> **Task directions**
All lines in the records that carry the string "Balai" are to be shown.

> **Entries provided**
((

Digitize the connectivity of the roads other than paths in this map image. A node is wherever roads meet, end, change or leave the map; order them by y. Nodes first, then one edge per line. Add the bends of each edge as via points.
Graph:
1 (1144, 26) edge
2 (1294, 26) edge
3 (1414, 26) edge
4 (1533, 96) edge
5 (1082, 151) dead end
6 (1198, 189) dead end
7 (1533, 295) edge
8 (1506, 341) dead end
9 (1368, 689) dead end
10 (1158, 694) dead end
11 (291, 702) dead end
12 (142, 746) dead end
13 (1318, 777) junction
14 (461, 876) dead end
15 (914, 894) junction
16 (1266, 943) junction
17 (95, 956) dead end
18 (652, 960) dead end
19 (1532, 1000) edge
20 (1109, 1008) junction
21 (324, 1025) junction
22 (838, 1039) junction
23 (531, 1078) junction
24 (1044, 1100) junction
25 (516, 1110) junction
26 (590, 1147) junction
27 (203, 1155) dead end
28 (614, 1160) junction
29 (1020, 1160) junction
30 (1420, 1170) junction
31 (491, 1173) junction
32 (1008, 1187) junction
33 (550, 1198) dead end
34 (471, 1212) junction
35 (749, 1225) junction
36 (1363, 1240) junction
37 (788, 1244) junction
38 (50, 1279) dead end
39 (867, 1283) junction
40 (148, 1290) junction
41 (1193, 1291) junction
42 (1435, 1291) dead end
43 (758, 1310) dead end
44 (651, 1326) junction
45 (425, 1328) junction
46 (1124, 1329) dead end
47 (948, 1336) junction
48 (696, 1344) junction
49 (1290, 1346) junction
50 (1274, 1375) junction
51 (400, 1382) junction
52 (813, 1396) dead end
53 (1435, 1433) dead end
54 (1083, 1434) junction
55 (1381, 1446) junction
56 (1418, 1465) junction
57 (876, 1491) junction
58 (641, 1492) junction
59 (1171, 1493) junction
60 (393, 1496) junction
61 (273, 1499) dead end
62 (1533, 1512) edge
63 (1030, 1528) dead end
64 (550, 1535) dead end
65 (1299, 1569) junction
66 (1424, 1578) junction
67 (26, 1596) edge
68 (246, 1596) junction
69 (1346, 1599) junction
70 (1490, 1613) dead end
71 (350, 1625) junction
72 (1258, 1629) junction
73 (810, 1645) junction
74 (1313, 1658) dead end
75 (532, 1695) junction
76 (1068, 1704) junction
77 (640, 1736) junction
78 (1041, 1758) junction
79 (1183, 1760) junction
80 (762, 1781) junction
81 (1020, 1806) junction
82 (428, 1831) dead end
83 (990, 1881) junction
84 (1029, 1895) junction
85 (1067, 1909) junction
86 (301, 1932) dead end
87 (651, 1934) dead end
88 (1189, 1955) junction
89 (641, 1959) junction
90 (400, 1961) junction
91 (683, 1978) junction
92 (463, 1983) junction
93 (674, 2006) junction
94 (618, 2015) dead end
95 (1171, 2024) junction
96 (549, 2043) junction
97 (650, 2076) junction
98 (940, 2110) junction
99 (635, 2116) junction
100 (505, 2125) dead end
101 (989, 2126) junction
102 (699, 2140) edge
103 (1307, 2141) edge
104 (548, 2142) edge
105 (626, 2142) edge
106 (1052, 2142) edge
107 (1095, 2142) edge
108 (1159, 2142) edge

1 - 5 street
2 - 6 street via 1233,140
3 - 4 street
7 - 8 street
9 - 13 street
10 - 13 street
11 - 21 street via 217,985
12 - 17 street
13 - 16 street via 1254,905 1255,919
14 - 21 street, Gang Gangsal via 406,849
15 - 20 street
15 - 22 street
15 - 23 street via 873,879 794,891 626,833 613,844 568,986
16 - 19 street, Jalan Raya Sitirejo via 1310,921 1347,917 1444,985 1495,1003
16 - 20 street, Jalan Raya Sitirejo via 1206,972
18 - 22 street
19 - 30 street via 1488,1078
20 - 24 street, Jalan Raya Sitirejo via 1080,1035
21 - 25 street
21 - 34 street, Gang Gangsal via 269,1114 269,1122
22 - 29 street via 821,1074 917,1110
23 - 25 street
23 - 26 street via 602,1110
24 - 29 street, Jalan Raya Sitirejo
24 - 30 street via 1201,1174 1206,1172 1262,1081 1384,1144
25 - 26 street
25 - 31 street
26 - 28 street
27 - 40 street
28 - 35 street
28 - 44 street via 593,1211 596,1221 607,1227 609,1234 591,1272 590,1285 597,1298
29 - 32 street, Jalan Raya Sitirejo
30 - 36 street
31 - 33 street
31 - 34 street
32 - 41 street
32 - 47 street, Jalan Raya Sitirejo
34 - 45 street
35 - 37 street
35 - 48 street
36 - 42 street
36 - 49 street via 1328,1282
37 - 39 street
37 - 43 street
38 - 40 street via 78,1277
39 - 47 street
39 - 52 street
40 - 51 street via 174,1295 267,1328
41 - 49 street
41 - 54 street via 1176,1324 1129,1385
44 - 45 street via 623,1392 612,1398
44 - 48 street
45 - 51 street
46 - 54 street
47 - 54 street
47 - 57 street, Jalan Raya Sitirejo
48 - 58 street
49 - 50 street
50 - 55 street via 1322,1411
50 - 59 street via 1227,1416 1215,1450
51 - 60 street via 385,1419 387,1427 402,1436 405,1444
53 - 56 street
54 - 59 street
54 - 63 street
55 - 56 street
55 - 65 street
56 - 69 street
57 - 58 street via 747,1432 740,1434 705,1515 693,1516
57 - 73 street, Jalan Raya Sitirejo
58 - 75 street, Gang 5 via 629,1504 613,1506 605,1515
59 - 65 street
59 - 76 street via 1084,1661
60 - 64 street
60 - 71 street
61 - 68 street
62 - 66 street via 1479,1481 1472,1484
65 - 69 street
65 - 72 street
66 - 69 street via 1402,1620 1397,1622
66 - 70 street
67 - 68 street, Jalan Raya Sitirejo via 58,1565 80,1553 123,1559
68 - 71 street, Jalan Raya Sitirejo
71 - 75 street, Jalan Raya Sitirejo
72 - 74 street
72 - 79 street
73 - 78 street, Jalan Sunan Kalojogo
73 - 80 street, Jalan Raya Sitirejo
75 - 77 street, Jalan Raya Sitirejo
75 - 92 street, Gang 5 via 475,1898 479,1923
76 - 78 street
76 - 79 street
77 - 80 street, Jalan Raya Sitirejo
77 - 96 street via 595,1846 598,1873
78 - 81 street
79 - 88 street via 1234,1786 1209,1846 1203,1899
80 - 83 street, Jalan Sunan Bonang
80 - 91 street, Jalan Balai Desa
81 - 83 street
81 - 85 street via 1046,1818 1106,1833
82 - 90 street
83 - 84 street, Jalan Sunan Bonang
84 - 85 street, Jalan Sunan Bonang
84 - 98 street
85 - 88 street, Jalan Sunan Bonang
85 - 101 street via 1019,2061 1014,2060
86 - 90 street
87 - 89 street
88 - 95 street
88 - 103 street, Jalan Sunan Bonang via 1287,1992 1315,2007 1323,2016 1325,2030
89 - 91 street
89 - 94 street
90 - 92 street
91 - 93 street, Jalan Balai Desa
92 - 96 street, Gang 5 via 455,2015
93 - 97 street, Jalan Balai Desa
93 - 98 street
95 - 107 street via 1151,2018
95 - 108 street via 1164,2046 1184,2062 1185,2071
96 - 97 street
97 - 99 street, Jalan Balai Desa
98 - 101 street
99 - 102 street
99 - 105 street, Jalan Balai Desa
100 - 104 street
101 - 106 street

))

> **Task solution**
80 - 91 street, Jalan Balai Desa
91 - 93 street, Jalan Balai Desa
93 - 97 street, Jalan Balai Desa
97 - 99 street, Jalan Balai Desa
99 - 105 street, Jalan Balai Desa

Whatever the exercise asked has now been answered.